History
To help low-income peasants to improve their well-being is the mission that Don Lorenzo Servitje Sendra, along with a group of businessmen, got in 1963 in the city of Guadalajara, where, motivated by the sense of helping those who were most affected and dissatisfied with the governmental actions in the rural sector, they started to look for a way of helping poor peasants.
In their first approach, they established that the lack of credit was a barrier that prevented their development; therefore, they earned their trust and together they developed a strategy that would lead them to the solutions they were looking for. They decided to back the word and work of the peasants with a Guarantee Fund they created and which allowed peasants to be candidates for credit at the National Bank.
As the years went by, they integrated the actions which broke the circles that generated inequality when transferring operations to the field , with the necessary inputs and resources for activating economy in the rural areas.
This is how the Fundación Mexicana para el Desarrollo Rural, A.C. emerged, a non profit institution, created in 1963 under the mission of comprehensively promoting the increase of the productivity and human development of peasants and their families, as well as the development of rural communities.
THE WORK OF THE FOUNDATION
Experienced revealed that not only money was needed for promoting the land; the group of businessmen also realized that they were more successful when the peasant’s confidence and interests were at stake and when they assisted them in matters related to the organization of productive projects. So that, based on previous experiences, they designed their own methodology that would encourage the productivity and human development through constituted formal groups.
BENEFICIARIES
The Fundation is focused on the low-income rural sector that has potential for development; that is, peasants that have small areas or have possibilities for renting them as well as the tools or means for working.

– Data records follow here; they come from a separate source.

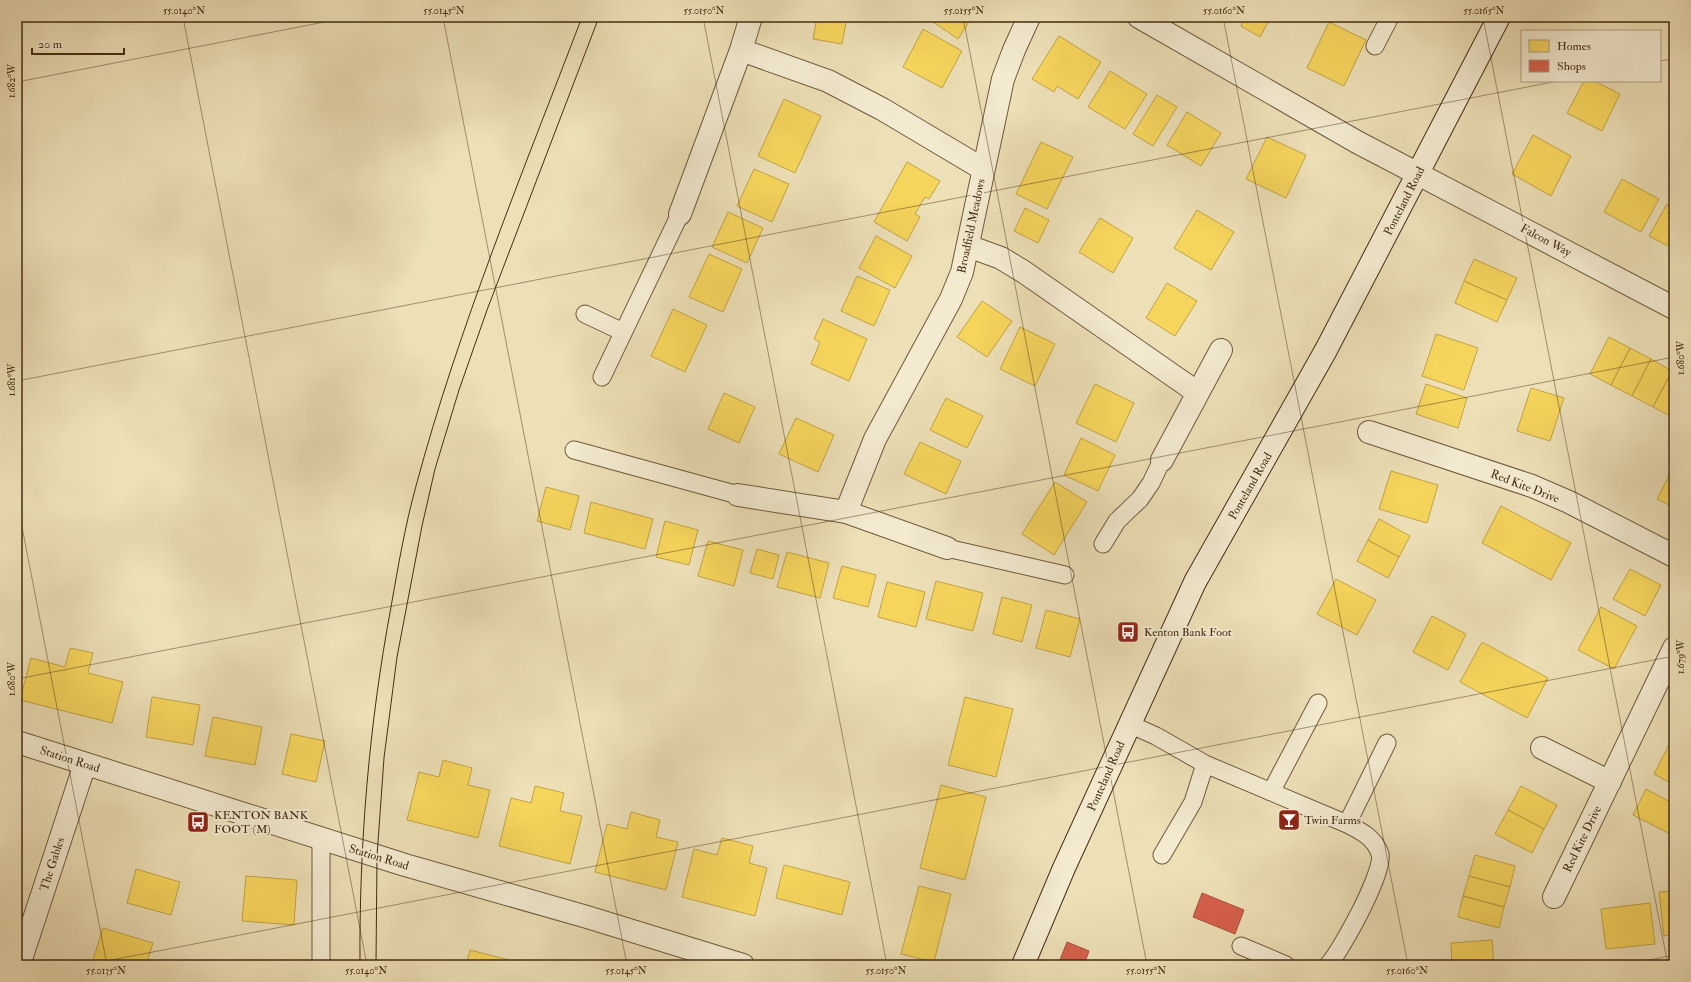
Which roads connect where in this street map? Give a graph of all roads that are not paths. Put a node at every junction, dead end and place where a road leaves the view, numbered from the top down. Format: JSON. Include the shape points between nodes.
{"nodes":[{"id":1,"x":751,"y":17,"type":"edge"},
{"id":2,"x":1029,"y":17,"type":"edge"},
{"id":3,"x":1139,"y":17,"type":"edge"},
{"id":4,"x":1390,"y":17,"type":"edge"},
{"id":5,"x":1499,"y":17,"type":"edge"},
{"id":6,"x":1375,"y":46,"type":"dead end"},
{"id":7,"x":741,"y":50,"type":"junction"},
{"id":8,"x":983,"y":169,"type":"junction"},
{"id":9,"x":1418,"y":174,"type":"junction"},
{"id":10,"x":680,"y":214,"type":"joint"},
{"id":11,"x":968,"y":246,"type":"junction"},
{"id":12,"x":1674,"y":308,"type":"edge"},
{"id":13,"x":584,"y":314,"type":"dead end"},
{"id":14,"x":623,"y":332,"type":"junction"},
{"id":15,"x":1221,"y":350,"type":"dead end"},
{"id":16,"x":602,"y":377,"type":"dead end"},
{"id":17,"x":1198,"y":393,"type":"junction"},
{"id":18,"x":1369,"y":432,"type":"dead end"},
{"id":19,"x":574,"y":450,"type":"dead end"},
{"id":20,"x":1162,"y":460,"type":"joint"},
{"id":21,"x":738,"y":495,"type":"joint"},
{"id":22,"x":846,"y":512,"type":"junction"},
{"id":23,"x":1102,"y":544,"type":"dead end"},
{"id":24,"x":947,"y":548,"type":"joint"},
{"id":25,"x":1674,"y":556,"type":"edge"},
{"id":26,"x":1065,"y":575,"type":"dead end"},
{"id":27,"x":1674,"y":648,"type":"edge"},
{"id":28,"x":1318,"y":703,"type":"dead end"},
{"id":29,"x":1129,"y":724,"type":"junction"},
{"id":30,"x":17,"y":742,"type":"edge"},
{"id":31,"x":1387,"y":742,"type":"dead end"},
{"id":32,"x":1542,"y":748,"type":"dead end"},
{"id":33,"x":85,"y":764,"type":"junction"},
{"id":34,"x":1204,"y":764,"type":"junction"},
{"id":35,"x":1610,"y":782,"type":"junction"},
{"id":36,"x":1271,"y":792,"type":"junction"},
{"id":37,"x":1347,"y":824,"type":"junction"},
{"id":38,"x":321,"y":839,"type":"junction"},
{"id":39,"x":1162,"y":855,"type":"dead end"},
{"id":40,"x":1554,"y":897,"type":"dead end"},
{"id":41,"x":1240,"y":946,"type":"dead end"},
{"id":42,"x":1278,"y":964,"type":"edge"},
{"id":43,"x":19,"y":965,"type":"edge"},
{"id":44,"x":320,"y":965,"type":"edge"},
{"id":45,"x":743,"y":965,"type":"edge"},
{"id":46,"x":1023,"y":965,"type":"edge"},
{"id":47,"x":1328,"y":965,"type":"edge"}],
"edges":[{"from":1,"to":7,"type":"street"},
{"from":2,"to":8,"type":"street","name":"Broadfield Meadows","via":[[1003,79]]},
{"from":3,"to":9,"type":"street","name":"Falcon Way","via":[[1357,142]]},
{"from":4,"to":6,"type":"lane"},
{"from":5,"to":9,"type":"street","name":"Ponteland Road"},
{"from":7,"to":8,"type":"street","via":[[828,81],[882,109]]},
{"from":7,"to":10,"type":"street"},
{"from":8,"to":11,"type":"street","name":"Broadfield Meadows"},
{"from":9,"to":12,"type":"street","name":"Falcon Way"},
{"from":9,"to":29,"type":"street","name":"Ponteland Road","via":[[1326,350],[1195,582]]},
{"from":10,"to":14,"type":"lane"},
{"from":11,"to":17,"type":"street","via":[[1001,258],[1024,272]]},
{"from":11,"to":22,"type":"street","name":"Broadfield Meadows","via":[[962,272],[951,298],[875,439]]},
{"from":13,"to":14,"type":"lane"},
{"from":14,"to":16,"type":"lane"},
{"from":15,"to":17,"type":"street"},
{"from":17,"to":20,"type":"street"},
{"from":18,"to":25,"type":"street","name":"Red Kite Drive","via":[[1532,486],[1569,502]]},
{"from":19,"to":21,"type":"lane"},
{"from":20,"to":23,"type":"lane","via":[[1140,499],[1117,521]]},
{"from":21,"to":22,"type":"street"},
{"from":22,"to":24,"type":"street"},
{"from":24,"to":26,"type":"lane"},
{"from":27,"to":35,"type":"street","name":"Red Kite Drive"},
{"from":28,"to":36,"type":"lane"},
{"from":29,"to":34,"type":"lane","via":[[1156,736]]},
{"from":29,"to":46,"type":"street","name":"Ponteland Road"},
{"from":30,"to":33,"type":"street","name":"Station Road"},
{"from":31,"to":37,"type":"lane"},
{"from":32,"to":35,"type":"street"},
{"from":33,"to":38,"type":"street","name":"Station Road"},
{"from":33,"to":43,"type":"street","name":"The Gables"},
{"from":34,"to":36,"type":"lane"},
{"from":34,"to":39,"type":"lane","via":[[1193,802]]},
{"from":35,"to":40,"type":"street","name":"Red Kite Drive"},
{"from":36,"to":37,"type":"lane"},
{"from":37,"to":47,"type":"lane","via":[[1366,834],[1376,844],[1380,863],[1358,915],[1336,956]]},
{"from":38,"to":44,"type":"lane"},
{"from":38,"to":45,"type":"street","name":"Station Road"},
{"from":41,"to":42,"type":"lane"}]}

Usually, peasants cannot get bank credits or funding, unless they get it by intermediaries who give them credit with high interest rates (around 10% each month). They are unaware of the new agricultural technologies (improved seeds or fertilizers), which means that they get very low yield and harvests that are only enough for autoconsumption. Their family income is lower than the urban minimum wage and they live in high and very high marginalised zones, from which many people have migrated.
Generally, peasants did not finish their elementary studies; they lack the critical consciousness about their reality; they seem to have a low-esteem and high resistance to change.
IMPACT
For almost half a century, the joint operation of the Foundation has produced benefits concerning education, work, and rural development for more than 500 thousand countryside families in 16 entities of the country.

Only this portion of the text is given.